The good news: The Past isn’t that bad – and, in many ways, the Franco-Iranian dynamic at the story’s centre represents a knowing dissection of the dangers of getting lost in translation. The less good news: this is still a slight drop in quality from Farhadi’s last film (or its excellent predecessor, About Elly). Then again, this is a film that conspicuously warns about the dangers of getting too hung up on history; maybe it’s our problem rather than Farhadi’s.
The plot revolves around Bérénice Bejo (y’know, her from The Artist) as Marie, who drags her estranged husband Ahmad (Mosaffa) from Tehran to finalise their divorce – but why now? As Ahmad comes home, he finds he has to live not only with his ex, but her two daughters from old relationships, her new fella Samir (Tahar Rahim, from A Prophet: see already how everybody has a past that their current project must be judged against?) and his son. Not to mention the shadow cast by Samir’s wife, lying in a coma following a suicide attempt.
These people rattle around the house like a convention of skeletons sharing a cupboard and Farhadi spends a slow, slightly meandering two hours opening various doors to let the bones fall to the floor. If Mike Leigh hadn’t already nabbed the title, this might have been called Secrets and Lies, such is the plot’s emphasis on prodding the characters until they ’fess up to their misdemeanours. While the answers spark the occasional fit of passion (notably from the Cannes Best Actress-winning Bejo, who makes up for Peppy Miller’s silence with some quality shouting), Farhadi’s style is too stiff to merely make the melodrama sing. It’s a soap opera too arty to work itself up into a lather.
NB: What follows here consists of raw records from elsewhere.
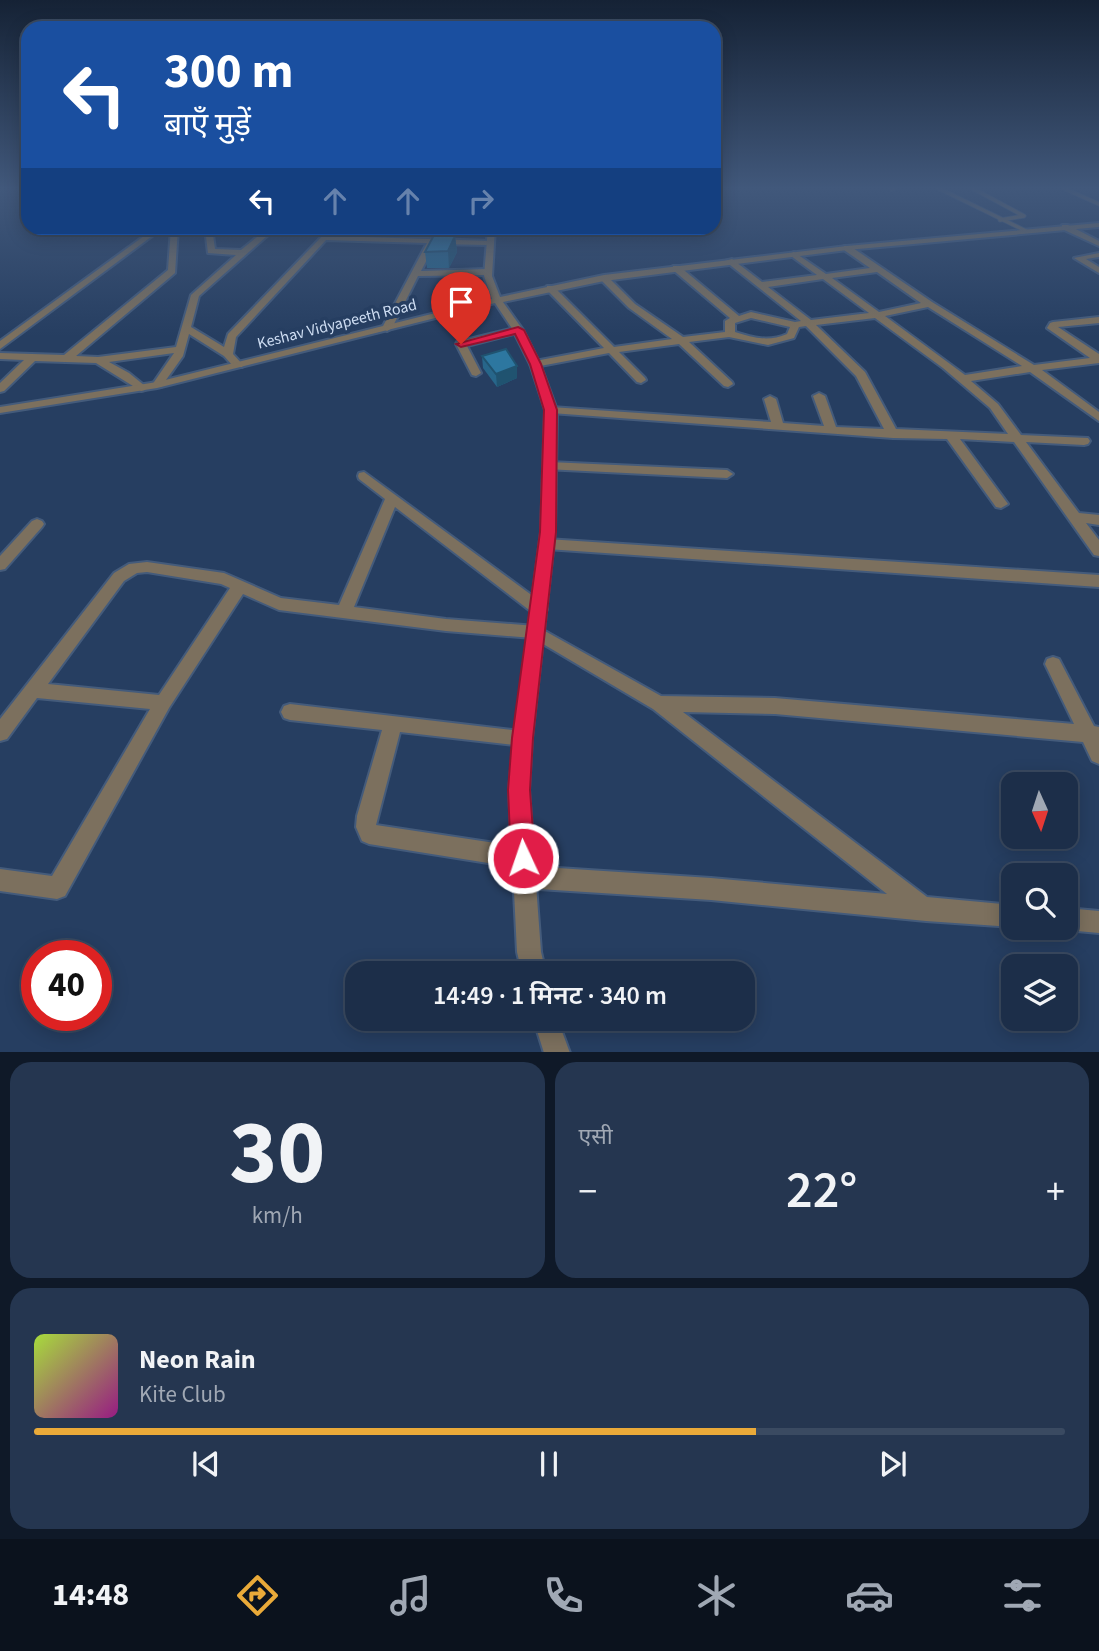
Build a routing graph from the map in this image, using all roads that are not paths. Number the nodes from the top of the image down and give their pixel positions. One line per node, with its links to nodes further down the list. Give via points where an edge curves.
1 (147, 237): 36 (street)
2 (174, 237): 42 (street, via 172,271)
3 (210, 237): 11 (street, via 211,251)
4 (262, 237): 11 (street)
5 (473, 237): 9 (street)
6 (490, 237): 18 (street)
7 (962, 237): 10 (street, Keshav Vidyapeeth Road)
8 (323, 238): 9 (street); 39 (street, via 231,336)
9 (432, 242): 19 (street)
10 (847, 248): 12 (street, Keshav Vidyapeeth Road); 16 (street)
11 (244, 253): 32 (street, via 195,295)
12 (794, 254): 14 (street, Keshav Vidyapeeth Road); 20 (street)
13 (1099, 255): 17 (street, via 1079,258)
14 (729, 261): 15 (street, Keshav Vidyapeeth Road); 22 (street)
15 (676, 268): 21 (street, Keshav Vidyapeeth Road); 27 (street)
16 (880, 269): 20 (street); 25 (street)
17 (1099, 270)
18 (488, 272): 19 (street); 24 (street)
19 (415, 274): 31 (street)
20 (824, 276): 22 (street); 26 (street)
21 (604, 278): 23 (street, Keshav Vidyapeeth Road); 35 (street, via 653,323)
22 (762, 285): 29 (street)
23 (550, 288): 24 (street, Keshav Vidyapeeth Road); 38 (street)
24 (497, 300): 31 (street, Keshav Vidyapeeth Road); 33 (street)
25 (929, 304): 26 (street); 47 (street)
26 (875, 315): 29 (street); 49 (street)
27 (737, 319): 30 (street, via 751,315); 34 (street, via 730,321)
28 (1099, 320): 43 (street, via 1052,328)
29 (809, 323): 30 (street); 62 (street, via 861,374)
30 (795, 325): 34 (street, via 791,336 778,343 757,343)
31 (387, 328): 46 (street, Keshav Vidyapeeth Road)
32 (188, 329): 37 (street); 39 (street)
33 (518, 330): 45 (street); 48 (street, via 461,344)
34 (730, 334): 35 (street)
35 (683, 342): 38 (street); 51 (street)
36 (0, 346)
37 (181, 349): 44 (street); 52 (street)
38 (610, 351): 45 (street); 50 (street)
39 (228, 354): 46 (street)
40 (0, 356): 41 (street)
41 (33, 357): 42 (street); 54 (street)
42 (67, 358): 44 (street)
43 (1099, 359): 47 (street)
44 (98, 360): 53 (street)
45 (536, 364): 58 (street)
46 (238, 365): 52 (street, Keshav Vidyapeeth Road)
47 (1032, 368): 49 (street); 59 (street)
48 (476, 373)
49 (963, 379): 64 (street, via 994,406)
50 (641, 380)
51 (728, 383)
52 (157, 385): 53 (street, Keshav Vidyapeeth Road)
53 (141, 388): 57 (street, Keshav Vidyapeeth Road)
54 (0, 389)
55 (819, 396): 61 (street)
56 (770, 399): 60 (street)
57 (0, 410)
58 (551, 410): 60 (street); 66 (street)
59 (1099, 418)
60 (778, 426): 61 (street)
61 (831, 430): 62 (street)
62 (893, 434): 63 (street)
63 (952, 437): 64 (street); 70 (street)
64 (1019, 441): 65 (street); 71 (street)
65 (1084, 441)
66 (549, 466): 67 (street); 74 (street)
67 (727, 474)
68 (364, 476): 69 (street)
69 (392, 498): 79 (street); 80 (street)
70 (1001, 504)
71 (1074, 517): 72 (street); 75 (street)
72 (1099, 520)
73 (37, 524): 76 (street)
74 (547, 544): 77 (street); 79 (street)
75 (1099, 551)
76 (0, 565)
77 (1099, 581)
78 (239, 586): 80 (street, via 279,604); 83 (street, via 213,576 134,568 119,577); 84 (street)
79 (539, 609): 81 (street)
80 (344, 612): 81 (street)
81 (536, 632): 85 (street); 90 (street)
82 (1054, 664): 89 (street)
83 (33, 690): 84 (street); 88 (street)
84 (163, 703): 93 (street, via 57,888)
85 (659, 704): 89 (street, via 775,706); 94 (street)
86 (290, 712): 87 (street)
87 (393, 723): 90 (street); 92 (street, via 367,816 369,834)
88 (0, 733)
89 (1093, 734): 91 (street)
90 (523, 738): 92 (street, via 519,790)
91 (1099, 755)
92 (523, 867): 94 (street); 98 (street)
93 (0, 880)
94 (926, 910): 95 (street)
95 (1001, 915)
96 (1078, 920): 97 (street)
97 (1099, 922)
98 (531, 961)
99 (550, 1031): 100 (street)
100 (557, 1052)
What’s left is an intellectually smart but dramatically stifled inquisition into the futility of trying to make up for past actions. Characters continually apologise, usually under duress, but it doesn’t erase the pain and hurt caused to the victim. Neither does telling the truth. In Farhadi’s cold world, nobody really knows anybody else – symbolised by the frequent, symbolic use of glass to partition characters so that they can’t hear each other. It’s a solid enough premise for a story, but it takes everybody a couple of hours to figure out what most of us could have told them at the beginning, namely to stop moping and get on with their lives.
Then again, if this is Farhadi’s philosophy, then at least he won’t waste time crying that he hasn’t made another classic – and hopefully lift the curse of the travelling auteur.
The Past is now available on MUBI UK, as part of a £9.99 monthly subscription.